Fidèle et persévérant, Alan sauva son couple d’une routine métronomique avec Deidemia
(2004). Bien que ses retrouvailles aient été
discrètes dans la presse, il s’agissait là
d’un évènement digne de la rupture historique du Giulio Cesare de Jacobs ou de l’Ariodante
de Minkowski. La monde des mordus haendeliens frissonna de plaisir en
écoutant les merveilles de cette partition riche et originale
où le compositeur faisait ses adieux à l’opera seria. Gonflé d’une ardeur triomphante, Alan Curtis renouvela l’exploit avec deux admirables enregistrements, un Radamisto inégal mais touchant, et une divine Rodelinda.
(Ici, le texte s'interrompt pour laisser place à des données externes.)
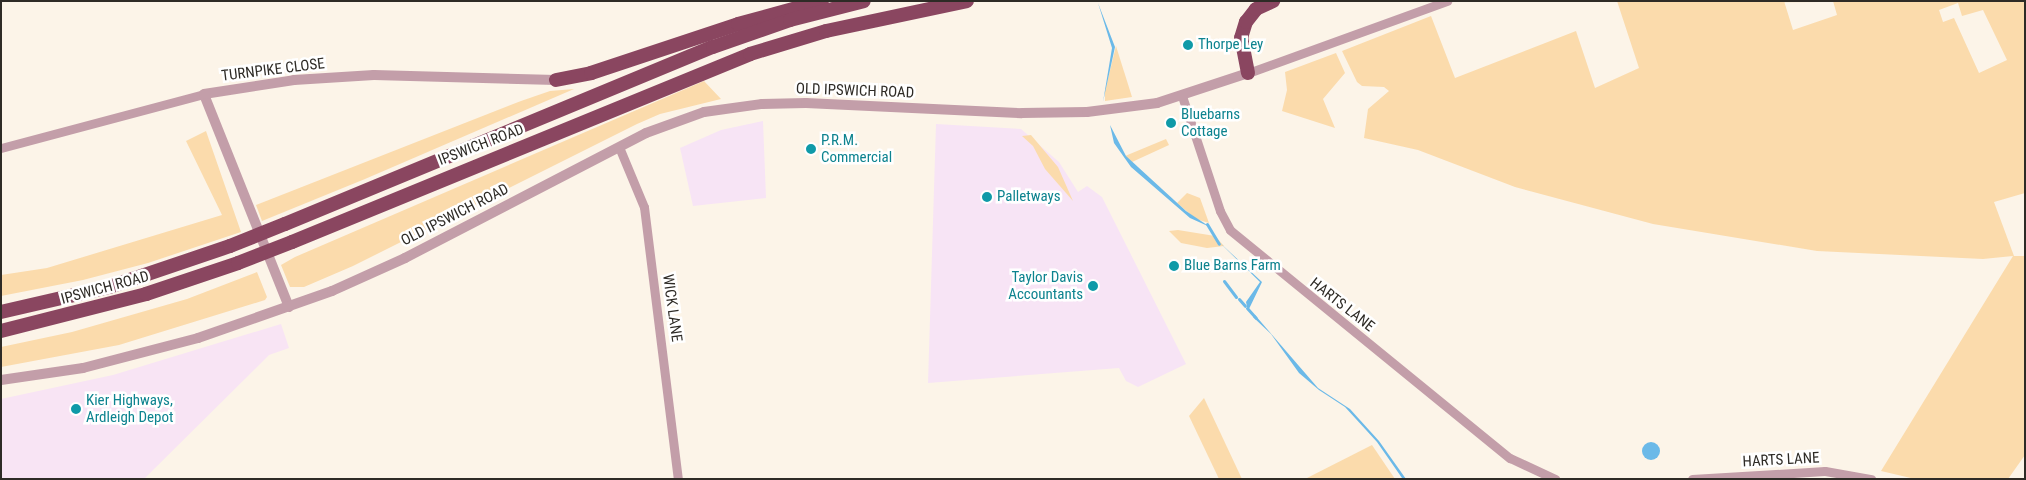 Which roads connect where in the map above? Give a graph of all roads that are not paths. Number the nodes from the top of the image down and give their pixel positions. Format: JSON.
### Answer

Autant dire qu’on attendait beaucoup des deux nouveaux crus de
l’année 2007 : à savoir la version primitive
de Sosarme (alors Fernando), et ce Floridante duquel je vais enfin vous parler après cette recontextualisation sommaire.
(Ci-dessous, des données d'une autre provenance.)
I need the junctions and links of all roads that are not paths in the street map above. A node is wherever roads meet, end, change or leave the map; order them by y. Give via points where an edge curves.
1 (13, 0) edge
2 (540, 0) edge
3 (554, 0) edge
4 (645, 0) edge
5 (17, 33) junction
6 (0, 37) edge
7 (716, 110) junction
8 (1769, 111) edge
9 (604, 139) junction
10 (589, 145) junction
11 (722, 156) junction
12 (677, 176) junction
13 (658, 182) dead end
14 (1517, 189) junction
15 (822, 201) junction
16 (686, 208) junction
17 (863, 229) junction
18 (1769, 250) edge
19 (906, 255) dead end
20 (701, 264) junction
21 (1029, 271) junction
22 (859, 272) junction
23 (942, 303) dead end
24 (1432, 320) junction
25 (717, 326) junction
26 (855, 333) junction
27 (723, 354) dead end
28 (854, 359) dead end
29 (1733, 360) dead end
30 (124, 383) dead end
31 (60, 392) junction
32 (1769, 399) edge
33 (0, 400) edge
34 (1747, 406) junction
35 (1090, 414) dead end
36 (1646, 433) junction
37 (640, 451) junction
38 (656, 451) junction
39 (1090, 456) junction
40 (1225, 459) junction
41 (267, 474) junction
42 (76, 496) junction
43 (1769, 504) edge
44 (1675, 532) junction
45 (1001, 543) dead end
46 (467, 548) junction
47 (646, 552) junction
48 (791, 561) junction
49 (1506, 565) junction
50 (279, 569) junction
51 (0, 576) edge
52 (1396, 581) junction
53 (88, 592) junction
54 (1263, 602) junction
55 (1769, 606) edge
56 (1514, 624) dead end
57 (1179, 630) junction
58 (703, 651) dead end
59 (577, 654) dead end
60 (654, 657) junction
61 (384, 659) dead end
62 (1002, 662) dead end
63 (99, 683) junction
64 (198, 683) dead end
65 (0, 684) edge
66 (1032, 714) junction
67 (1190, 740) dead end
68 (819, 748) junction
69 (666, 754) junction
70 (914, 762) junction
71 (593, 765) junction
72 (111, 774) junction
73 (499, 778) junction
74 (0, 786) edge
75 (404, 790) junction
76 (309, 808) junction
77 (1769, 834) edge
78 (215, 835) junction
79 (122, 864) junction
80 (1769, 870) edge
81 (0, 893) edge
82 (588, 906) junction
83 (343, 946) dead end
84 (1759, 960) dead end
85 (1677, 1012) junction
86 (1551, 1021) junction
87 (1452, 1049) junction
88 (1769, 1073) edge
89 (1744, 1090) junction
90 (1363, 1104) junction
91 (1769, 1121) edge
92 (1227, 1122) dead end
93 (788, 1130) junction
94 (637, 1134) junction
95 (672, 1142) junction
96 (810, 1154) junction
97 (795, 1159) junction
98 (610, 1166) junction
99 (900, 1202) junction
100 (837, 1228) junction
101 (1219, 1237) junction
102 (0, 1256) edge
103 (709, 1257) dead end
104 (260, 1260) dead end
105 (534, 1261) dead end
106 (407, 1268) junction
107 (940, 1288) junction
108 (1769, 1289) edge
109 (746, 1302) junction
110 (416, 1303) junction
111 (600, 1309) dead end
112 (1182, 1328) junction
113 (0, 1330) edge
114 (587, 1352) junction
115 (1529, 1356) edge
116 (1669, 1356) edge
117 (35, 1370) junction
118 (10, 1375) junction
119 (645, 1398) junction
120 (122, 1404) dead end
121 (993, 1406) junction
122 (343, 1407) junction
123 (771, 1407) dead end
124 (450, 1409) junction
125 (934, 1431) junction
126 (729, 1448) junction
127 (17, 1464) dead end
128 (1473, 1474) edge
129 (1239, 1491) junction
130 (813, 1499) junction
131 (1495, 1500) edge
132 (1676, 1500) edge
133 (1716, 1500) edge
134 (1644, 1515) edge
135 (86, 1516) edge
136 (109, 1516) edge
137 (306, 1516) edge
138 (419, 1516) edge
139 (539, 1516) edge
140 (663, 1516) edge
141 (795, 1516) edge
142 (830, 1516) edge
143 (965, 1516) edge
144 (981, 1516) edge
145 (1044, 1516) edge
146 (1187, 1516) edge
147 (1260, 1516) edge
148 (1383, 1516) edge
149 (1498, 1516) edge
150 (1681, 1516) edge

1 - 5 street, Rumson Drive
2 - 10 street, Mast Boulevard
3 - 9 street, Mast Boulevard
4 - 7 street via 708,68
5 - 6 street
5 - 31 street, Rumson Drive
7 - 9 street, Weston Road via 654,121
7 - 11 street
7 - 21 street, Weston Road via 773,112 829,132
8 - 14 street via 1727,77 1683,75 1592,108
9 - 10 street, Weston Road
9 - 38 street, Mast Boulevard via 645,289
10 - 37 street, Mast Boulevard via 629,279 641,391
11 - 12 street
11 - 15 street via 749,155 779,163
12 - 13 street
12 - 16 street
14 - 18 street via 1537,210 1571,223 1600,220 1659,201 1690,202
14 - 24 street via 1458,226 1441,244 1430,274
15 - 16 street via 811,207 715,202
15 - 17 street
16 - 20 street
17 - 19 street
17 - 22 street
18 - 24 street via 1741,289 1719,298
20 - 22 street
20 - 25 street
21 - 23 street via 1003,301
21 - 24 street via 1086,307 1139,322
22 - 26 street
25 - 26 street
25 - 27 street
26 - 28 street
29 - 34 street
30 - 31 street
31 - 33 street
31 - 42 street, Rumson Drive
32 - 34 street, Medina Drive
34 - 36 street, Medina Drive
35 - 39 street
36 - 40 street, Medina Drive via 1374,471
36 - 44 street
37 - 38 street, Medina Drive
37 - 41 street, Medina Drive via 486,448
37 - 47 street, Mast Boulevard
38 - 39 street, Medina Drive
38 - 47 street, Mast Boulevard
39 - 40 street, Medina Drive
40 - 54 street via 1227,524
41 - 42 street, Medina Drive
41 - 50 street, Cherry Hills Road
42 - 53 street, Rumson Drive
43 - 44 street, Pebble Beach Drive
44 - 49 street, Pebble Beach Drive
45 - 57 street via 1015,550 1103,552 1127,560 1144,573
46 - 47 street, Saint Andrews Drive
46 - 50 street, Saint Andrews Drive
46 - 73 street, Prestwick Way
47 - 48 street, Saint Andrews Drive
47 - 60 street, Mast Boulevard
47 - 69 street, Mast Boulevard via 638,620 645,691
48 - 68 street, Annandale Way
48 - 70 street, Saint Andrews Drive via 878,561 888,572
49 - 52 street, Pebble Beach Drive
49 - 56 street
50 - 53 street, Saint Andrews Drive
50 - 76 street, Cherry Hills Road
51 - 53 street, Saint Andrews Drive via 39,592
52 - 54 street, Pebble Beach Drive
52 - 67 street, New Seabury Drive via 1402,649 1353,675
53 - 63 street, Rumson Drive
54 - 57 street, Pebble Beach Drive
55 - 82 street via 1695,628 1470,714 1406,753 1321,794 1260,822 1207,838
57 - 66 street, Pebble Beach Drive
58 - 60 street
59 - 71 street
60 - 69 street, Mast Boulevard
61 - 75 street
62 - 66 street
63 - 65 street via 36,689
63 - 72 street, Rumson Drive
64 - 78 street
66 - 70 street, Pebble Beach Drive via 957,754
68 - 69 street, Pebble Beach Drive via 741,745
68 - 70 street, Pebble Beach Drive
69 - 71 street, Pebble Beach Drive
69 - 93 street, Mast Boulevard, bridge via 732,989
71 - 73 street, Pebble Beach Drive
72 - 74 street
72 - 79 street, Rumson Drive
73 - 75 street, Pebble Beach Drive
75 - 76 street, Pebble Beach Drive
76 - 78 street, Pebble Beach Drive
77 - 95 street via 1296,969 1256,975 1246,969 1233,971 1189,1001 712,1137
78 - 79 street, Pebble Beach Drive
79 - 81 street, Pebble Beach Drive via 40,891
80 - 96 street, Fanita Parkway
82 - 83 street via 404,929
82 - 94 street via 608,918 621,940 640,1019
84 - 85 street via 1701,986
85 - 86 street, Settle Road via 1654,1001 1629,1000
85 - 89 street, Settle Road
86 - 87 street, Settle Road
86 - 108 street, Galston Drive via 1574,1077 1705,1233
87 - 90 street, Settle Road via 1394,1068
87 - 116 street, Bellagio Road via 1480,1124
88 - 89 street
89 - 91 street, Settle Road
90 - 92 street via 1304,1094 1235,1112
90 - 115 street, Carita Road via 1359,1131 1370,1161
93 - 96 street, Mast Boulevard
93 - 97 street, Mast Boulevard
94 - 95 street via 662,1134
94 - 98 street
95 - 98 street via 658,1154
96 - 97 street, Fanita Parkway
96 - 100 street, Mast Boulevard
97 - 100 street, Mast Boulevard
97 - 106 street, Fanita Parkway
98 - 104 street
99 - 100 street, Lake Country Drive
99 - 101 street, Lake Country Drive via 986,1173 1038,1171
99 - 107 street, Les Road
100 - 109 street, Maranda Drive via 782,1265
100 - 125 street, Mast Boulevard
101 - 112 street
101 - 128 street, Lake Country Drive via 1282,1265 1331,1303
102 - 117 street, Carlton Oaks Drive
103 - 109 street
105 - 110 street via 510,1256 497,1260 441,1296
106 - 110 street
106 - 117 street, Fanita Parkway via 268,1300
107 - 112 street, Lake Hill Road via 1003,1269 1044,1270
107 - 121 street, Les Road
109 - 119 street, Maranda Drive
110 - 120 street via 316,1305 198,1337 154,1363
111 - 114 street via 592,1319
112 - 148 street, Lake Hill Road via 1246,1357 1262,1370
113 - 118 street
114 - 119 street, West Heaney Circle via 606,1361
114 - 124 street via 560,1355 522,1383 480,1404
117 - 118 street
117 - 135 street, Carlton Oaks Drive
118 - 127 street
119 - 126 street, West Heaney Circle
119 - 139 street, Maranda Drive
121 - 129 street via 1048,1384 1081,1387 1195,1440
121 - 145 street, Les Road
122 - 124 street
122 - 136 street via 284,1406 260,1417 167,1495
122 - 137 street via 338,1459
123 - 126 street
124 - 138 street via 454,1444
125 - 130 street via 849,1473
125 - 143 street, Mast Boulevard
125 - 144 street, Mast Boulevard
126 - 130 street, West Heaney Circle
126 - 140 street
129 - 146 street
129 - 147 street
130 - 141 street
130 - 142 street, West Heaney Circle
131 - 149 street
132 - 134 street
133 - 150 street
Alan Curtis a rassemblé un plateau féminin de premier
ordre, même si cette équipe ne paraît pas donner le
meilleur d’elle-même. Comme à
l’accoutumée, Marijana Mijanovic
excelle dans les airs héroïques grâce à son
timbre androgyne sombre et puissant, mais sa part d’ombre est
plus présente qu’à l’accoutumée, avec
une émission souvent instable, un phrasé
« poitrinant » alla Bartoli, et un vibratello
prononcé. Ainsi, son « Alma mia », loin de
constituer un sommet de rêverie poétique, catapulte des
notes quelquefois à la limite de la crudité.
Qu’importe, la mezzo-soprano a cette capacité de brosser
le drame comme nulle autre, faisant aisément chavirer le
cœur de l’Elmira de Joyce DiDonato.
Celle-ci surprend par sa fausse candeur, la clarté dynamique de
ses aigus et son agilité. Les ornements du « Ma pria
vedro le stelle » sont troussés avec une
élégance nonchalante, le trille souvent esquissé.
Son long duo d’amour avec Floridante, qui conclut l’acte
premier, est particulièrement émouvant. Cependant,
l’on regrette que le rôle n’ait pas été
assumé par l’habituelle Simone Kermes et ses aigus solaires.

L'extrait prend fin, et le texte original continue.